Amburgo, Parigi, Londra, New York. Puccini viaggiava tanto, raccoglieva suggestioni, incontrava persone e poi sul lago, in solitudine, immaginava mondi lontani e personaggi, sempre donne, spirito dei tempi e dei luoghi. A Londra incontra l’opera di David Belasco e nasce Madama Butterfly. A New York conosce l’autore e nasce Fanciulla.

Fanciulla è un grande affresco musicale e narrativo, un canto corale e una tavola sperimentale. I personaggi, Minnie compresa, sono solo pretesti. Minnie, la Fanciulla del West, nasce sulle assi del palcoscenico e sui teli dei cinematografi di inizio Novecento, prima ancora che tra le foreste dell’ovest e le miniere d’oro. Belasco fu sceneggiatore e imprenditore teatrale e Belasco è protagonista della narrazione di Carsen.

Direttore e Regista sono in perfetta sintonia nel dipingere questa grande opera, troppo spesso sottovalutata e mal rappresentata. L’imbroglio nel lenzuolo, come i napoletani chiamano il cinema, è il protagonista. La scena si apre su una platea di uomini seduti che danno le spalle al pubblico e guardano il film proiettato. È la “Polka”, la taverna di Minnie. Tramonti sui canyon come nei film di John Huston, immagini in cinemascope di fughe a cavallo, la casa della fanciulla in bianco e nero dalle prospettive sghembe e con il sangue che cola dalle pareti come in un film espressionista tedesco, per arrivare al gran finale davanti al botteghino di un cinema o di un teatro della 42esima strada che programma The Girl of the Golden West (proprio come quello di Belasco in cui Puccini ebbe l’occasione di conoscere la pièce).

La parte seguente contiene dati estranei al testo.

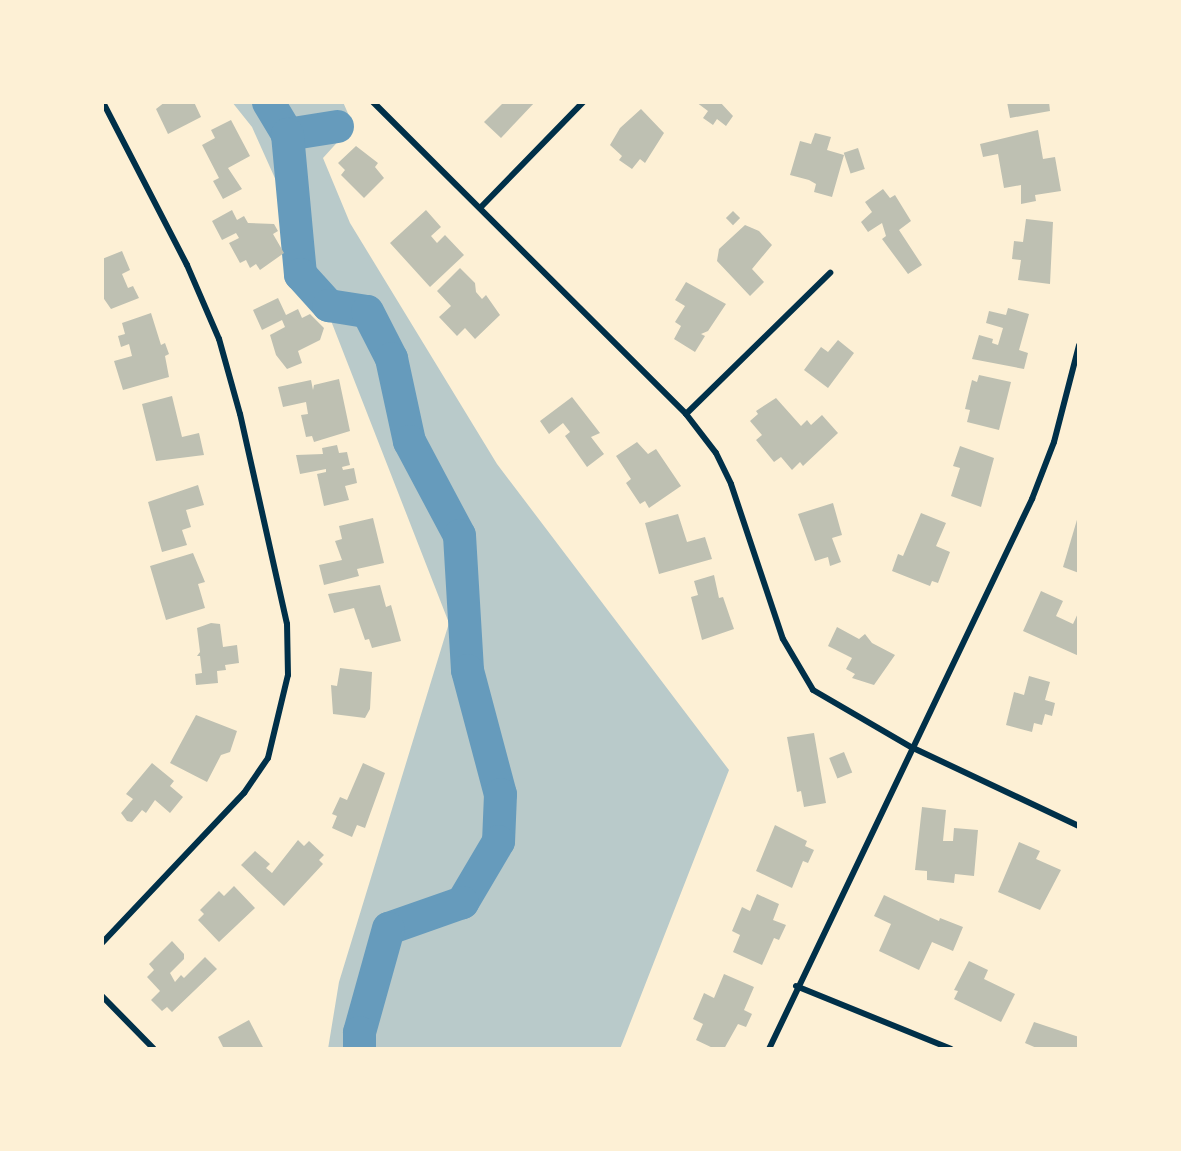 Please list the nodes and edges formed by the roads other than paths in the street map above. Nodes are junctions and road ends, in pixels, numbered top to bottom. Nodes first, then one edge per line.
1 (103, 102) edge
2 (373, 102) edge
3 (583, 102) edge
4 (482, 206) junction
5 (830, 273) dead end
6 (1079, 345) edge
7 (686, 414) junction
8 (911, 747) junction
9 (1079, 826) edge
10 (102, 943) edge
11 (796, 986) junction
12 (102, 996) edge
13 (154, 1049) edge
14 (769, 1049) edge
15 (951, 1049) edge

1 - 10 street
2 - 4 street
3 - 4 street
4 - 7 street
5 - 7 street
6 - 8 street
7 - 8 street
8 - 9 street
8 - 11 street
11 - 14 street
11 - 15 street
12 - 13 street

Grande teatro, insomma, immaginifico e pur fedele allo spirito e alla lettera. In tutta questa meraviglia si sarebbe magari desiderato che i cantanti fossero più partecipi e meno dediti ai vezzi da vecchio teatro d’opera, ma non si può avere tutto.

Chailly compie su Fanciulla lo stesso miracolo che aveva operato su Turandot, forse a un livello ancora più alto. Analizza la partitura in ogni anfratto e fa risaltare la natura sperimentale e contemporanea del compositore. Un Puccini quasi francese di grandissima complessità e raffinatezza che rompe le melodie, gioca con i colori e le atmosfere, incredibilmente vicino a Debussy eppur potentemente italiano, nella sua vicinanza e distanza dall’opera verista. Orchestra e coro sono concentratissimi.

Il canto è purtroppo la nota dolente. Un tenore stentoreo che non ama le sfumature, un soprano con problemi nel declamato e nel passaggio dal registro grave a quello acuto, un baritono che predilige una lettura eccessivamente spavalda e alla fine monocorde del personaggio.

Una Fanciulla del West, comunque storica, come non ci è mai capitato di sentire.